Nach der Stadtbesichtigung besuchten wir die Schindler-Fabrik, den Ort, an dem Oskar Schindler viele Juden vor dem sicheren Tod rettete, indem er sie in seiner Fabrik beschäftigte. Die ehemalige Fabrik ist heute ein Museum, das in einer ständigen Ausstellung Krakau zur Besatzungszeit der Nationalsozialisten zeigt. Es war sehr spannend und interessant und für einige von uns ein weiterer Höhepunkt der Reise.

Am nächsten Tag machten wir uns wieder auf den Weg nach Hause. Ich freute mich auf Zuhause, doch Krakau hatte mir so gut gefallen, dass wir von mir aus noch ein paar Tage dort hätten bleiben können. Als wir bei unserer Ankunft in der Stadt Krakau gerade mit dem Bus in die Stadt hineinfuhren, sagte Herr Grümme: “Krakau macht süchtig.” In dem Moment wirkte das wie ein Witz, jetzt bin ich mir da nicht mehr so sicher. Krakau ist eine so beeindruckende, fröhliche und lebendige Stadt. Gleich nachdem wir im Bus saßen, wollten wir alle auch schon wieder zurück in diese wunderbare Stadt.

Auch wenn die Fahrt sehr ergreifend war und uns allen viel Stoff zum Verarbeiten mit auf den Weg gegeben hat, war es eine großartige Erfahrung, die ich jedem, der die Chance dazu hat, auch empfehlen würde. Trotz der Thematik des Holocausts, der die ganze Zeit wie eine dunkle Wolke über uns schwebte, hatten wir in Berlin und Krakau auch viel Spaß. Für mich persönlich war es eine sehr berührende und besondere Erfahrung und ich bin dankbar, dass ich dabei sein durfte.

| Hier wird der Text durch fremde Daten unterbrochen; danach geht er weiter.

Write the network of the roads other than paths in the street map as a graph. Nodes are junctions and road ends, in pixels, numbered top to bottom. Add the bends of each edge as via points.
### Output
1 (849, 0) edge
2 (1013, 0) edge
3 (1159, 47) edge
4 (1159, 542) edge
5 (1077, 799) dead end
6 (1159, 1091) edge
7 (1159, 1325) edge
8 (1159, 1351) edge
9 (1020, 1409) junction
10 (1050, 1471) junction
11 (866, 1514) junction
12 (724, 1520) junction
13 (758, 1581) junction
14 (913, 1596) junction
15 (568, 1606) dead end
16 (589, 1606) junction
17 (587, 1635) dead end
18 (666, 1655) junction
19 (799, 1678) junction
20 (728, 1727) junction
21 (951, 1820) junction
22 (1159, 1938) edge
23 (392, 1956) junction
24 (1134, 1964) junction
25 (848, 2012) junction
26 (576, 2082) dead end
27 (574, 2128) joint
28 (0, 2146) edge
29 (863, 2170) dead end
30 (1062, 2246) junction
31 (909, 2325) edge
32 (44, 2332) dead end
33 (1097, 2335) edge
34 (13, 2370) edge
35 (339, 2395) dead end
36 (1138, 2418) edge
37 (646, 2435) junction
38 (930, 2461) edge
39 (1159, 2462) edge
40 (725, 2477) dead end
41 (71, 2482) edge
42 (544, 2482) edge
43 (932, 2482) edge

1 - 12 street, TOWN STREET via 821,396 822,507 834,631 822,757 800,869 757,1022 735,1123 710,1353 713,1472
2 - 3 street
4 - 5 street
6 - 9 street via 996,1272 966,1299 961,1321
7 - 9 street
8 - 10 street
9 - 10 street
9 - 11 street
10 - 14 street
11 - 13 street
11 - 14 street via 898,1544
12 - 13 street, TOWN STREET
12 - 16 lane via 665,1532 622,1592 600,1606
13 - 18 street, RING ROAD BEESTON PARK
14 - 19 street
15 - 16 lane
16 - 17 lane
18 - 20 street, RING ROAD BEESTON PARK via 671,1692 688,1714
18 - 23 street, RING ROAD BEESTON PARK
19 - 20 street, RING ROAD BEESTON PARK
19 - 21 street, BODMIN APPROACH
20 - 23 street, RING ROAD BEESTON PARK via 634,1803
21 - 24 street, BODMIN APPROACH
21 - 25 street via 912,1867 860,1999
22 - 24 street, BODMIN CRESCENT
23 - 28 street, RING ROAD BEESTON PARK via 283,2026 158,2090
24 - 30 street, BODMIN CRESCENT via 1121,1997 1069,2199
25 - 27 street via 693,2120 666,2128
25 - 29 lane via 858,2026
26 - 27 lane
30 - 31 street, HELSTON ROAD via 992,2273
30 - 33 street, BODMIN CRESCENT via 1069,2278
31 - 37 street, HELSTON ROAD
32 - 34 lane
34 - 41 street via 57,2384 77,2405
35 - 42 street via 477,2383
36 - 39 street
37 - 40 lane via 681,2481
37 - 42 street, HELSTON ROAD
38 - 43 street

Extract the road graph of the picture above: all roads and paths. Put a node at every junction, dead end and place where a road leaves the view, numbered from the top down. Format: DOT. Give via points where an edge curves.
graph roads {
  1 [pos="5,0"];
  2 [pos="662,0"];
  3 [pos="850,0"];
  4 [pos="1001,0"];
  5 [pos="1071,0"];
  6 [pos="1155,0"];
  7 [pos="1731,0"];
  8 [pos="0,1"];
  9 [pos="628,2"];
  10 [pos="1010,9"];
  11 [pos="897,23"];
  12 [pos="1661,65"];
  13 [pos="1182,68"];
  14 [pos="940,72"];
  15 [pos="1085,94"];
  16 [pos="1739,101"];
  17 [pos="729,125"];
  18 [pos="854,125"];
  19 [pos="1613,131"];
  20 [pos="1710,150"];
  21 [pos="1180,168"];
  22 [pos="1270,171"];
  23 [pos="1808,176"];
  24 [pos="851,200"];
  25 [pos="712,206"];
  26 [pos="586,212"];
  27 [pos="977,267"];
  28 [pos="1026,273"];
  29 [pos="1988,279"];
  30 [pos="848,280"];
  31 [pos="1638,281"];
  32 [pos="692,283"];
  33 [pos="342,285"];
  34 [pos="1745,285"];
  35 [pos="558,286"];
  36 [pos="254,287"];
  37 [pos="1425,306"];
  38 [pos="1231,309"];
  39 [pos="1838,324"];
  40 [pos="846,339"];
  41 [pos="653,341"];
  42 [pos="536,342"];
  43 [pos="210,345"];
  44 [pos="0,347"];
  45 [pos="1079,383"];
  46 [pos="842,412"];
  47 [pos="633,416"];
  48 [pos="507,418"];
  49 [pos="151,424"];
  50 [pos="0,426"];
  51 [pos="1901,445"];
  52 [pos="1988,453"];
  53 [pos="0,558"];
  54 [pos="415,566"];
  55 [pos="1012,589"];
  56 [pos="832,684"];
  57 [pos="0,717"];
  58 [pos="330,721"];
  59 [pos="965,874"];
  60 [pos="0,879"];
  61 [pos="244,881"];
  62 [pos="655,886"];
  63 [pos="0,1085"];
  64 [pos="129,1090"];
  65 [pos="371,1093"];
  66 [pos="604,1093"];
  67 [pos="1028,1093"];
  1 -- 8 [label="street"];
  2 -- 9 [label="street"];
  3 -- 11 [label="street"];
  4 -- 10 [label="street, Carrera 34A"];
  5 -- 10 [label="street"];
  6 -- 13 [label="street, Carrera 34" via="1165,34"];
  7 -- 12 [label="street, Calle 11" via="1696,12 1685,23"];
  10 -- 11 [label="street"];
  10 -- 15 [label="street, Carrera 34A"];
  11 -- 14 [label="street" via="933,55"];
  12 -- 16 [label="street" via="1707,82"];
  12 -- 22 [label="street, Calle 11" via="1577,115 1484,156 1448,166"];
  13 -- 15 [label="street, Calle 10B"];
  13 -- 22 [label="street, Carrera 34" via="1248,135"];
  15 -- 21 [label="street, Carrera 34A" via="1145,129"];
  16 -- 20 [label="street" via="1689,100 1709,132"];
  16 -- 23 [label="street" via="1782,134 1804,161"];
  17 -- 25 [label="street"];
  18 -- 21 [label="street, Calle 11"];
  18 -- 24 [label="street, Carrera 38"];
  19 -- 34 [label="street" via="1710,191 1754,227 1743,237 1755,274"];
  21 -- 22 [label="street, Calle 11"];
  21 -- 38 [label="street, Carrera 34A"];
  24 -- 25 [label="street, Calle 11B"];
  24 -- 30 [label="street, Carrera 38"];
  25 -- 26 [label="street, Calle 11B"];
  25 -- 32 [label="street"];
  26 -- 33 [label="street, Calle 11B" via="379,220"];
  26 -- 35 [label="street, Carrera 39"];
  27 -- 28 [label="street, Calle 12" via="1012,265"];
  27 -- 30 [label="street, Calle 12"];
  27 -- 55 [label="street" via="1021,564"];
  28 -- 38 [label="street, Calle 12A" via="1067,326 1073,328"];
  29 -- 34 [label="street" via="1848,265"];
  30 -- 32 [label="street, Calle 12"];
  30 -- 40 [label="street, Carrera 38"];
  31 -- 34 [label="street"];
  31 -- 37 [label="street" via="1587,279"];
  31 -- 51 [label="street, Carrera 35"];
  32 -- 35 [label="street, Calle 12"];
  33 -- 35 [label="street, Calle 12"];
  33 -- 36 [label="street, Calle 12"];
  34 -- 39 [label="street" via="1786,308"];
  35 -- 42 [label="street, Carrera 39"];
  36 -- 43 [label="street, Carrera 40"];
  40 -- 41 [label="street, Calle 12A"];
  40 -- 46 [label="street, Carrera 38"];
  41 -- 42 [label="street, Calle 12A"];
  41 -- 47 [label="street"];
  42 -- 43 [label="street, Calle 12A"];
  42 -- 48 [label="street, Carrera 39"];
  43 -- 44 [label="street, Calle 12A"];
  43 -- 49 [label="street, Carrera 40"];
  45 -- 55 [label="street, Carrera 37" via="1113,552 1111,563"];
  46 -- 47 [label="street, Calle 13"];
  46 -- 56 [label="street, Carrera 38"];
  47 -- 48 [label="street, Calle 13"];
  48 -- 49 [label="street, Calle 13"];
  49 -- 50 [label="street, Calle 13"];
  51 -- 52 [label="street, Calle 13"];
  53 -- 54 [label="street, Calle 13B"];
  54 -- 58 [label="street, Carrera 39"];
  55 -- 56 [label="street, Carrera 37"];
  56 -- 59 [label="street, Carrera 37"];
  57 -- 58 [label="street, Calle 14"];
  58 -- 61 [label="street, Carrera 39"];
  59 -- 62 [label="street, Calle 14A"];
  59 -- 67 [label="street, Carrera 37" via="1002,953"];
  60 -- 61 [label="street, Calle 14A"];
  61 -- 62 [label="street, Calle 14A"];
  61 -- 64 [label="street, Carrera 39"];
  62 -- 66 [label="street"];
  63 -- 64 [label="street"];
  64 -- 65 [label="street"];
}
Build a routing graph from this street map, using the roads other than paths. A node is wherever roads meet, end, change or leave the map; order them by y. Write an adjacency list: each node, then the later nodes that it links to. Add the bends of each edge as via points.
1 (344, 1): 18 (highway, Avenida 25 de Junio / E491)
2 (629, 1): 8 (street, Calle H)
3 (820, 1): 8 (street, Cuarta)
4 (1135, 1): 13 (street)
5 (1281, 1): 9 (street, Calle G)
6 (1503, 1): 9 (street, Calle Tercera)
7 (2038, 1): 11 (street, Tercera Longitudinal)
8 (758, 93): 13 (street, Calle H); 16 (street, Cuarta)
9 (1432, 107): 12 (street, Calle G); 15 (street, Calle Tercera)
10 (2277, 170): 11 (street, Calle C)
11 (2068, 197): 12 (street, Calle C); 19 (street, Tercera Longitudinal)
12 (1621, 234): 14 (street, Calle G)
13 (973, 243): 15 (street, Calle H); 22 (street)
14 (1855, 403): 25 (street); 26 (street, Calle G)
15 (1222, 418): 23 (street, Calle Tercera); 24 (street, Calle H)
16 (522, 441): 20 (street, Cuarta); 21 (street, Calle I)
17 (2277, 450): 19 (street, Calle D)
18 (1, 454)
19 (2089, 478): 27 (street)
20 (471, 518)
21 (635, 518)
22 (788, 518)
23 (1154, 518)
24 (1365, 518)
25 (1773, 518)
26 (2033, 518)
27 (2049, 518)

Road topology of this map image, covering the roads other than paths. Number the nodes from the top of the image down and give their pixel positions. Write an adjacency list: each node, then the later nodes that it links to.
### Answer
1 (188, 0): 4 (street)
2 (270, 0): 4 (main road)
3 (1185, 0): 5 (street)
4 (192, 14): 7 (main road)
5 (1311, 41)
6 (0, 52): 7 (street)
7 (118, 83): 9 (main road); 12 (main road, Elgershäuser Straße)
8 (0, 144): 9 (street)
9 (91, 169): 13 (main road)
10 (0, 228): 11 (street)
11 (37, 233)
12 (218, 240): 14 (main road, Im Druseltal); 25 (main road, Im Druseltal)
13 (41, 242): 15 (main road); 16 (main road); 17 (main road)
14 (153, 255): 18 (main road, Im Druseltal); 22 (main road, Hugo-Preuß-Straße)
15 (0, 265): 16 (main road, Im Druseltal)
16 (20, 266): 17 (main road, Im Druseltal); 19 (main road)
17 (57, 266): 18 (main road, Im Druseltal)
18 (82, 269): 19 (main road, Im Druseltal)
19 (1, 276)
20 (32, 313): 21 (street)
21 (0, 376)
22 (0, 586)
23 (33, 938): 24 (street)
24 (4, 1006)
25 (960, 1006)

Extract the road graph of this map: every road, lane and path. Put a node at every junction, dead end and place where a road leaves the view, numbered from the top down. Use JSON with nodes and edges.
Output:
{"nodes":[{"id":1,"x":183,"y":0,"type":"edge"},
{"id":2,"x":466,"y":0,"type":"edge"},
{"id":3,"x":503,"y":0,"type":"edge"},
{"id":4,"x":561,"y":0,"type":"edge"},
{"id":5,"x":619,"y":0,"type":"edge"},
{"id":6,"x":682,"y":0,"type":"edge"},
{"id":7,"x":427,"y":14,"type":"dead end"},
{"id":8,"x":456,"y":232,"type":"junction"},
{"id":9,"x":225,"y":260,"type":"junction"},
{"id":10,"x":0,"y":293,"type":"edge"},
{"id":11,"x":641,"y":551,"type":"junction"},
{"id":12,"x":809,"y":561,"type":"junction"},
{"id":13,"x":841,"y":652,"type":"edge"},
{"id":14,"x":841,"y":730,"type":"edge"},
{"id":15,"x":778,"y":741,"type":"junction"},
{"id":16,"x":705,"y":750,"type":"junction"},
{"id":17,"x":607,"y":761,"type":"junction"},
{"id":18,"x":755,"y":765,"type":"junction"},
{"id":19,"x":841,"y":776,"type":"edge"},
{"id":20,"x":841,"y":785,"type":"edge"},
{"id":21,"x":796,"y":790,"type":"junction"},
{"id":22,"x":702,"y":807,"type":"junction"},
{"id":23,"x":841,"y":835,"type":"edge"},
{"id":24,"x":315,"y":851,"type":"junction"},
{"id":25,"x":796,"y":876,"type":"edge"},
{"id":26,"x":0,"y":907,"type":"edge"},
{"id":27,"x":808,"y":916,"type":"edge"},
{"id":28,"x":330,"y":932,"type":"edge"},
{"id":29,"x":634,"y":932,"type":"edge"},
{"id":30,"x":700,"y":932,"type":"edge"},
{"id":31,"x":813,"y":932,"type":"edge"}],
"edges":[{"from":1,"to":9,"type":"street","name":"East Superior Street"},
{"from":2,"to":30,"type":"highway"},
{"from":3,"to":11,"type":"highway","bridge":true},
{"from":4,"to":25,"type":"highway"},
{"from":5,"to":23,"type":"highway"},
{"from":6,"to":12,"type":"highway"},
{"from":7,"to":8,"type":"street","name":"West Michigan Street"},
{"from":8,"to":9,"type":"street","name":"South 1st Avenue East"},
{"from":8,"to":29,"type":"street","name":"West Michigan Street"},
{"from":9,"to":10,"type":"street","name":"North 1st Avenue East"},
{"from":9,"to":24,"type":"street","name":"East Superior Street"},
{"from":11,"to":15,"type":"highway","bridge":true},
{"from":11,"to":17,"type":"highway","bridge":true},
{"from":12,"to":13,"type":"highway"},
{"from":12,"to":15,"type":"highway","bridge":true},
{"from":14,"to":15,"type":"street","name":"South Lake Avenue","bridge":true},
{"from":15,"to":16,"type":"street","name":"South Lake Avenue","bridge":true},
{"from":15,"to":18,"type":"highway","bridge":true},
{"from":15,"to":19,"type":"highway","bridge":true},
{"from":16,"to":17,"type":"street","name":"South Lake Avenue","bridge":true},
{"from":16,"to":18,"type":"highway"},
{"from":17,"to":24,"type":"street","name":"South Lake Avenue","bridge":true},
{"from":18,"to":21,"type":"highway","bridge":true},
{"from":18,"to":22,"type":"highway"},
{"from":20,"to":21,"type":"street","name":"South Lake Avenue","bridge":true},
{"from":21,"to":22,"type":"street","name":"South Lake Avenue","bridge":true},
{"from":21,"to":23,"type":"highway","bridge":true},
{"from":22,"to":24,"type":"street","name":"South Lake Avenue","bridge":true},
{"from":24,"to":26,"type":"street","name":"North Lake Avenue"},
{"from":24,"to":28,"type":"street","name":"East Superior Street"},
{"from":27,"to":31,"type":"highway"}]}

Und diese Dankbarkeit spreche ich sehr gerne auch der Stiftung "Erinnern Ermöglichen" bzw. der hinter ihr stehenden Bethe-Stiftung aus, die diese Fahrt überhaupt erst ermöglicht hat. Ohne die finanzielle Unterstützung wäre es unserer Schule nicht möglich, diese Fahrt schon seit so vielen Jahren anzubieten. Vielen Dank im Namen der gesamten Gruppe, den Schülern und Lehrern, die mit auf dieser Reise waren.